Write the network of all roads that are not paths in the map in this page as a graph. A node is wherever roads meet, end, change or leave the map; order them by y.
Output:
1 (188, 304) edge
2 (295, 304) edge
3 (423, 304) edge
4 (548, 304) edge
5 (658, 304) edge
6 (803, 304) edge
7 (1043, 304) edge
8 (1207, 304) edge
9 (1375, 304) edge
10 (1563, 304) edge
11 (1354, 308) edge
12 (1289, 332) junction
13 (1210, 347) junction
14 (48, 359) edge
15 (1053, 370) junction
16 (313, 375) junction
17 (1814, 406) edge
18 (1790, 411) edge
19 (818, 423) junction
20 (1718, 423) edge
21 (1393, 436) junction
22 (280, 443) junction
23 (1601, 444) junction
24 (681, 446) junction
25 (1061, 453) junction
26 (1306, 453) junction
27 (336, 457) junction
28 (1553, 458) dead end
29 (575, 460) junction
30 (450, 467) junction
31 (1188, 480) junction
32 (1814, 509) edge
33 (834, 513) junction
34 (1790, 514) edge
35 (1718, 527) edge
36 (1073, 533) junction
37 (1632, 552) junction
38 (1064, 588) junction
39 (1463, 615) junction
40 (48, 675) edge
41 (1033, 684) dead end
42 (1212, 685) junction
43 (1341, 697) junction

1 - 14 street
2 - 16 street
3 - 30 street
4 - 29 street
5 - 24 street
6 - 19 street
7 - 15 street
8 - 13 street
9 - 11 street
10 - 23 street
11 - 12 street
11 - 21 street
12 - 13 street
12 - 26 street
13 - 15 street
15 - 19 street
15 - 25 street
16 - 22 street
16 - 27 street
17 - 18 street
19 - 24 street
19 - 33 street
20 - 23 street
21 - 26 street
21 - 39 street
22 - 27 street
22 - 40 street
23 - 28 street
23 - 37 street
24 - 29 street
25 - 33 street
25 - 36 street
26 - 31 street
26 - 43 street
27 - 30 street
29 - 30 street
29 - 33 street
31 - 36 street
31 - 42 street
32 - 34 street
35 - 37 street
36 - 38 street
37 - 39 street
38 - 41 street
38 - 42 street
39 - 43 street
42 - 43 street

§ TASK OBJECTIVE
Take the entries above and transcribe them exactly as they stand.

§ RESPONSE BOX
Write the network of all roads that are not paths in the map in this page as a graph. A node is wherever roads meet, end, change or leave the map; order them by y.
Output:
1 (188, 304) edge
2 (295, 304) edge
3 (423, 304) edge
4 (548, 304) edge
5 (658, 304) edge
6 (803, 304) edge
7 (1043, 304) edge
8 (1207, 304) edge
9 (1375, 304) edge
10 (1563, 304) edge
11 (1354, 308) edge
12 (1289, 332) junction
13 (1210, 347) junction
14 (48, 359) edge
15 (1053, 370) junction
16 (313, 375) junction
17 (1814, 406) edge
18 (1790, 411) edge
19 (818, 423) junction
20 (1718, 423) edge
21 (1393, 436) junction
22 (280, 443) junction
23 (1601, 444) junction
24 (681, 446) junction
25 (1061, 453) junction
26 (1306, 453) junction
27 (336, 457) junction
28 (1553, 458) dead end
29 (575, 460) junction
30 (450, 467) junction
31 (1188, 480) junction
32 (1814, 509) edge
33 (834, 513) junction
34 (1790, 514) edge
35 (1718, 527) edge
36 (1073, 533) junction
37 (1632, 552) junction
38 (1064, 588) junction
39 (1463, 615) junction
40 (48, 675) edge
41 (1033, 684) dead end
42 (1212, 685) junction
43 (1341, 697) junction

1 - 14 street
2 - 16 street
3 - 30 street
4 - 29 street
5 - 24 street
6 - 19 street
7 - 15 street
8 - 13 street
9 - 11 street
10 - 23 street
11 - 12 street
11 - 21 street
12 - 13 street
12 - 26 street
13 - 15 street
15 - 19 street
15 - 25 street
16 - 22 street
16 - 27 street
17 - 18 street
19 - 24 street
19 - 33 street
20 - 23 street
21 - 26 street
21 - 39 street
22 - 27 street
22 - 40 street
23 - 28 street
23 - 37 street
24 - 29 street
25 - 33 street
25 - 36 street
26 - 31 street
26 - 43 street
27 - 30 street
29 - 30 street
29 - 33 street
31 - 36 street
31 - 42 street
32 - 34 street
35 - 37 street
36 - 38 street
37 - 39 street
38 - 41 street
38 - 42 street
39 - 43 street
42 - 43 street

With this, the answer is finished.